((

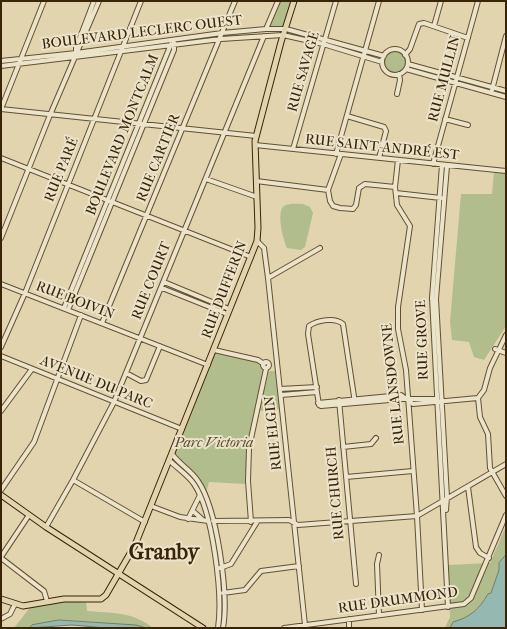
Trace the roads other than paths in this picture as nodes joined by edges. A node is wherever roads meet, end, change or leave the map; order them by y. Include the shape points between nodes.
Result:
1 (44, 1) edge
2 (94, 1) edge
3 (98, 1) edge
4 (141, 1) edge
5 (235, 1) edge
6 (278, 1) edge
7 (294, 1) edge
8 (336, 1) edge
9 (379, 1) edge
10 (441, 1) edge
11 (478, 1) edge
12 (434, 26) junction
13 (266, 29) junction
14 (286, 29) junction
15 (222, 33) junction
16 (283, 35) junction
17 (264, 36) junction
18 (506, 36) edge
19 (468, 38) junction
20 (221, 39) junction
21 (172, 40) junction
22 (324, 42) junction
23 (173, 45) junction
24 (123, 46) junction
25 (121, 52) junction
26 (364, 54) junction
27 (75, 55) junction
28 (405, 55) junction
29 (384, 56) junction
30 (21, 59) junction
31 (1, 61) edge
32 (382, 62) junction
33 (19, 64) junction
34 (1, 66) edge
35 (407, 66) junction
36 (399, 74) junction
37 (456, 80) junction
38 (493, 87) junction
39 (506, 91) edge
40 (491, 92) junction
41 (397, 94) dead end
42 (506, 97) edge
43 (1, 109) edge
44 (50, 115) junction
45 (347, 116) junction
46 (446, 119) junction
47 (95, 120) junction
48 (142, 125) junction
49 (468, 125) dead end
50 (182, 129) junction
51 (224, 133) junction
52 (256, 136) junction
53 (255, 145) junction
54 (294, 149) junction
55 (338, 154) junction
56 (1, 158) edge
57 (378, 158) junction
58 (398, 160) junction
59 (433, 164) junction
60 (445, 165) junction
61 (29, 169) junction
62 (506, 171) edge
63 (206, 179) junction
64 (256, 182) junction
65 (68, 185) junction
66 (395, 187) junction
67 (328, 190) junction
68 (396, 193) junction
69 (257, 197) junction
70 (441, 198) junction
71 (110, 201) junction
72 (147, 216) junction
73 (184, 230) junction
74 (2, 232) edge
75 (1, 238) edge
76 (257, 241) junction
77 (320, 248) dead end
78 (251, 257) junction
79 (268, 278) junction
80 (164, 282) junction
81 (1, 284) edge
82 (162, 288) junction
83 (25, 293) junction
84 (194, 295) junction
85 (192, 300) junction
86 (66, 309) junction
87 (228, 311) junction
88 (81, 315) junction
89 (102, 324) junction
90 (506, 335) edge
91 (140, 338) junction
92 (160, 346) junction
93 (1, 347) edge
94 (496, 349) junction
95 (214, 350) junction
96 (506, 353) edge
97 (1, 356) edge
98 (208, 365) junction
99 (277, 365) junction
100 (268, 367) junction
101 (32, 369) junction
102 (126, 373) junction
103 (58, 379) junction
104 (317, 387) junction
105 (301, 388) junction
106 (280, 389) junction
107 (317, 392) junction
108 (302, 393) junction
109 (280, 395) junction
110 (478, 398) junction
111 (408, 399) junction
112 (355, 401) junction
113 (438, 401) junction
114 (114, 402) junction
115 (339, 402) junction
116 (1, 411) edge
117 (182, 429) junction
118 (376, 438) dead end
119 (343, 447) junction
120 (172, 454) junction
121 (170, 461) junction
122 (506, 464) edge
123 (412, 471) junction
124 (491, 472) junction
125 (346, 477) junction
126 (73, 480) junction
127 (468, 486) junction
128 (1, 490) edge
129 (1, 495) edge
130 (200, 495) junction
131 (506, 496) edge
132 (445, 498) junction
133 (202, 503) junction
134 (208, 504) junction
135 (195, 505) junction
136 (151, 506) junction
137 (193, 511) junction
138 (29, 515) junction
139 (506, 515) edge
140 (417, 516) junction
141 (188, 519) junction
142 (203, 520) junction
143 (210, 521) junction
144 (294, 521) junction
145 (350, 521) junction
146 (145, 522) junction
147 (251, 522) junction
148 (257, 522) junction
149 (46, 527) junction
150 (379, 555) dead end
151 (1, 558) edge
152 (489, 558) junction
153 (299, 566) junction
154 (216, 568) junction
155 (222, 568) junction
156 (120, 574) junction
157 (356, 584) dead end
158 (222, 594) junction
159 (1, 598) edge
160 (47, 601) junction
161 (15, 604) junction
162 (448, 607) junction
163 (422, 610) junction
164 (379, 615) junction
165 (1, 619) edge
166 (349, 619) junction
167 (305, 625) junction
168 (203, 628) edge
169 (218, 628) edge
170 (223, 628) edge
171 (284, 628) edge
172 (349, 628) edge

1 - 30 street
2 - 27 street
3 - 27 street
4 - 24 street, RUE PARÉ
5 - 15 street, RUE CARTIER
6 - 13 street
7 - 14 main road, RUE DUFFERIN
8 - 22 street, RUE SAVAGE
9 - 26 street
10 - 12 street
11 - 19 street, RUE MULLIN
12 - 19 street
12 - 28 street via 424,23 417,25 410,49
13 - 14 street, BOULEVARD LECLERC OUEST
13 - 15 street, BOULEVARD LECLERC OUEST
14 - 16 main road, RUE DUFFERIN
14 - 22 street, BOULEVARD LECLERC OUEST
15 - 20 street, RUE CARTIER
15 - 21 street, BOULEVARD LECLERC OUEST
16 - 17 street, BOULEVARD LECLERC OUEST
16 - 22 street, BOULEVARD LECLERC OUEST
16 - 52 main road, RUE DUFFERIN
17 - 20 street, BOULEVARD LECLERC OUEST
17 - 51 street, RUE COURT
18 - 38 street
19 - 37 street, RUE MULLIN
20 - 23 street, BOULEVARD LECLERC OUEST
20 - 50 street, RUE CARTIER
21 - 23 street, BOULEVARD MONTCALM
21 - 24 street, BOULEVARD LECLERC OUEST
22 - 26 street
22 - 54 street, RUE SAVAGE
23 - 25 street, BOULEVARD LECLERC OUEST
23 - 48 street, BOULEVARD MONTCALM
24 - 25 street, RUE PARÉ
24 - 27 street, BOULEVARD LECLERC OUEST
25 - 27 street, BOULEVARD LECLERC OUEST
25 - 47 street, RUE PARÉ
26 - 29 street
26 - 32 street
26 - 45 street
27 - 30 street, BOULEVARD LECLERC OUEST
27 - 33 street, BOULEVARD LECLERC OUEST
27 - 44 street
28 - 29 street via 396,50
28 - 35 street
29 - 32 street
30 - 31 street, BOULEVARD LECLERC OUEST
30 - 33 street
32 - 36 street via 388,73
33 - 34 street, BOULEVARD LECLERC OUEST
33 - 43 street
35 - 36 street
35 - 37 street
36 - 41 street
37 - 38 street
37 - 40 street
37 - 46 street, RUE MULLIN
38 - 39 street
38 - 40 street
40 - 42 street
43 - 44 street
44 - 47 street
44 - 61 street
45 - 55 street
45 - 57 street via 384,127 386,130
46 - 49 street
46 - 59 street, RUE MULLIN
47 - 48 street
47 - 65 street, RUE PARÉ
48 - 50 street
48 - 71 street, BOULEVARD MONTCALM
50 - 51 street
50 - 72 street, RUE CARTIER
51 - 52 street
51 - 63 street, RUE COURT
52 - 53 main road, RUE DUFFERIN
53 - 54 street, RUE SAINT-ANDRÉ EST
53 - 64 main road, RUE DUFFERIN
54 - 55 street, RUE SAINT-ANDRÉ EST
55 - 57 street, RUE SAINT-ANDRÉ EST
55 - 67 street
56 - 61 street
57 - 58 street, RUE SAINT-ANDRÉ EST
58 - 59 street, RUE SAINT-ANDRÉ EST
58 - 66 street, RUE LANSDOWNE
59 - 60 street, RUE SAINT-ANDRÉ EST
60 - 62 street, RUE SAINT-ANDRÉ EST
60 - 70 street, RUE GROVE
61 - 65 street
61 - 74 street
63 - 69 street
63 - 73 street, RUE COURT
64 - 67 street
64 - 69 main road, RUE DUFFERIN
65 - 71 street
65 - 83 street, RUE PARÉ
66 - 67 street via 362,185 359,188 356,205 348,210 333,206
66 - 68 street, RUE LANSDOWNE
68 - 70 street
68 - 111 street, RUE LANSDOWNE via 399,211 410,226 398,307 398,329 406,370
69 - 76 main road, RUE DUFFERIN
70 - 113 street, RUE GROVE via 436,299
71 - 72 street
71 - 86 street, BOULEVARD MONTCALM
72 - 73 street
72 - 89 street, RUE CARTIER
73 - 78 street
73 - 80 street, RUE COURT
74 - 75 street
76 - 78 main road, RUE DUFFERIN
76 - 79 street, RUE ELGIN via 264,248
77 - 79 street
78 - 87 main road, RUE DUFFERIN
79 - 99 street, RUE ELGIN
80 - 82 street, RUE COURT
80 - 84 street
81 - 83 street, RUE BOIVIN
82 - 85 street
82 - 91 street, RUE COURT
83 - 86 street, RUE BOIVIN
83 - 93 street, RUE PARÉ
84 - 85 street
84 - 87 street
85 - 87 street
86 - 88 street, RUE BOIVIN
87 - 95 main road, RUE DUFFERIN
88 - 89 street, RUE BOIVIN
88 - 103 street
89 - 91 street, RUE BOIVIN
90 - 94 street
91 - 92 street, RUE BOIVIN
91 - 102 street, RUE COURT
92 - 98 street, RUE BOIVIN
92 - 102 street via 146,380
94 - 96 street
94 - 110 street via 484,390
95 - 98 main road, RUE DUFFERIN
95 - 100 street via 258,360
97 - 101 street, AVENUE DU PARC
98 - 117 main road, RUE DUFFERIN
99 - 100 street
99 - 106 street, RUE ELGIN
100 - 147 street via 249,448
101 - 103 street, AVENUE DU PARC
101 - 116 street
102 - 114 street, RUE COURT
103 - 114 street, AVENUE DU PARC
103 - 128 street via 31,449
104 - 105 street
104 - 107 street
104 - 112 street via 309,326 314,323 340,321 345,328 348,367
105 - 106 street
105 - 108 street
106 - 109 street, RUE ELGIN
107 - 108 street
107 - 115 street via 321,406
108 - 109 street
109 - 144 street, RUE ELGIN
110 - 113 street
110 - 124 street via 480,417 488,434
111 - 112 street
111 - 113 street
111 - 123 street, RUE LANSDOWNE
112 - 115 street
113 - 132 street, RUE GROVE
114 - 117 street, AVENUE DU PARC
114 - 126 street, RUE COURT
115 - 119 street, RUE CHURCH
117 - 120 main road, RUE DUFFERIN
118 - 119 street via 371,444
119 - 125 street, RUE CHURCH
120 - 121 main road, RUE DUFFERIN
120 - 134 street via 198,481
121 - 130 street via 194,483
121 - 136 main road, RUE DUFFERIN
122 - 124 street
123 - 125 street
123 - 140 street, RUE LANSDOWNE
124 - 127 street
124 - 131 street
125 - 145 street, RUE CHURCH
126 - 146 street
126 - 149 street, RUE COURT
127 - 132 street
127 - 152 street via 476,547
129 - 138 main road
130 - 133 street
130 - 135 street
132 - 140 street
132 - 162 street, RUE GROVE via 443,514
133 - 134 street
133 - 135 street
133 - 143 street
134 - 143 street
135 - 137 street
136 - 141 street
136 - 146 main road, RUE DUFFERIN
137 - 141 street
137 - 142 street
138 - 149 main road
138 - 151 street
139 - 152 street, RUE DRUMMOND
140 - 145 street
140 - 163 street, RUE LANSDOWNE
141 - 142 street
142 - 143 street
143 - 147 street
143 - 154 street
143 - 155 street
144 - 145 street via 298,525
144 - 148 street
144 - 153 street, RUE ELGIN
145 - 157 street, RUE CHURCH
146 - 156 main road, RUE DUFFERIN
147 - 148 street
148 - 155 street via 231,564
149 - 156 main road
150 - 164 street
151 - 160 street via 44,591
152 - 162 street, RUE DRUMMOND via 471,598 464,604
153 - 158 street via 261,571 245,590
153 - 167 street, RUE ELGIN
154 - 155 street
154 - 158 street
155 - 158 street
156 - 160 main road, RUE DUFFERIN via 101,599
156 - 168 main road
158 - 169 street
158 - 170 street via 225,612
159 - 161 main road
160 - 161 main road via 28,605
161 - 165 street via 10,614
162 - 163 street, RUE DRUMMOND
163 - 164 street, RUE DRUMMOND
164 - 166 street, RUE DRUMMOND
166 - 167 street, RUE DRUMMOND
166 - 172 street
167 - 171 street, RUE DRUMMOND

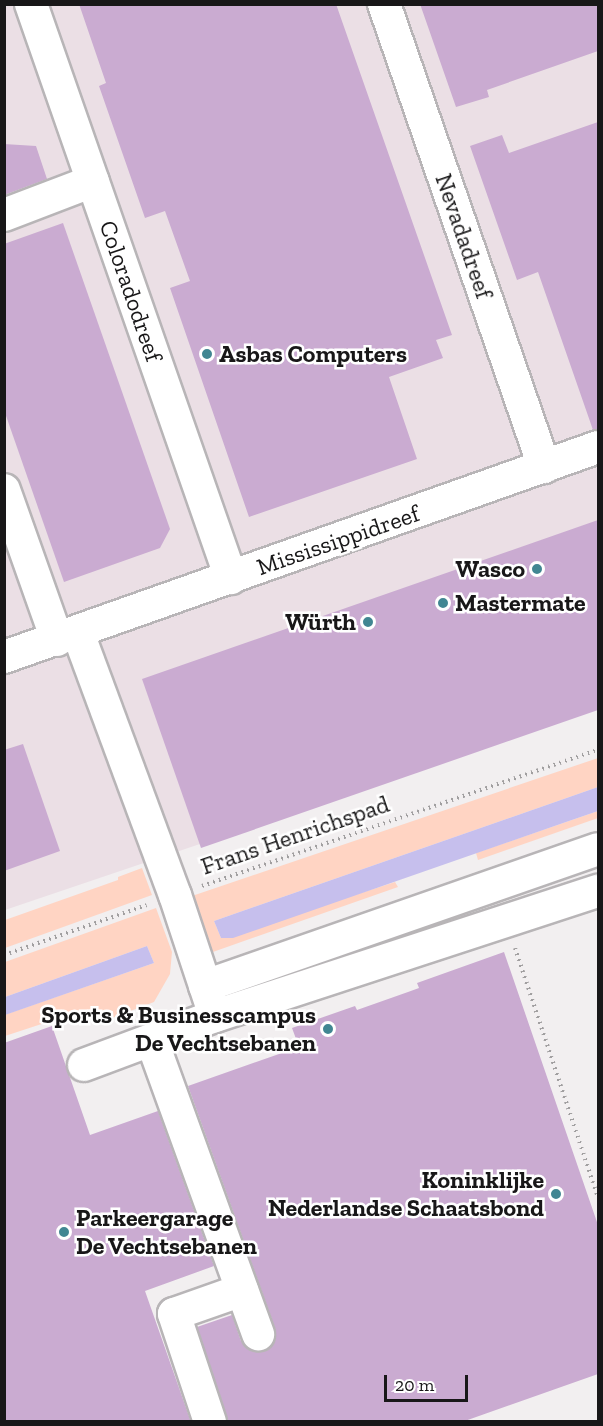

))

• _Instructions for the task_
Every line above that holds the string "COURT" should be copied into the answer.

• _Result of the exercise_
17 - 51 street, RUE COURT
51 - 63 street, RUE COURT
63 - 73 street, RUE COURT
73 - 80 street, RUE COURT
80 - 82 street, RUE COURT
82 - 91 street, RUE COURT
91 - 102 street, RUE COURT
102 - 114 street, RUE COURT
114 - 126 street, RUE COURT
126 - 149 street, RUE COURT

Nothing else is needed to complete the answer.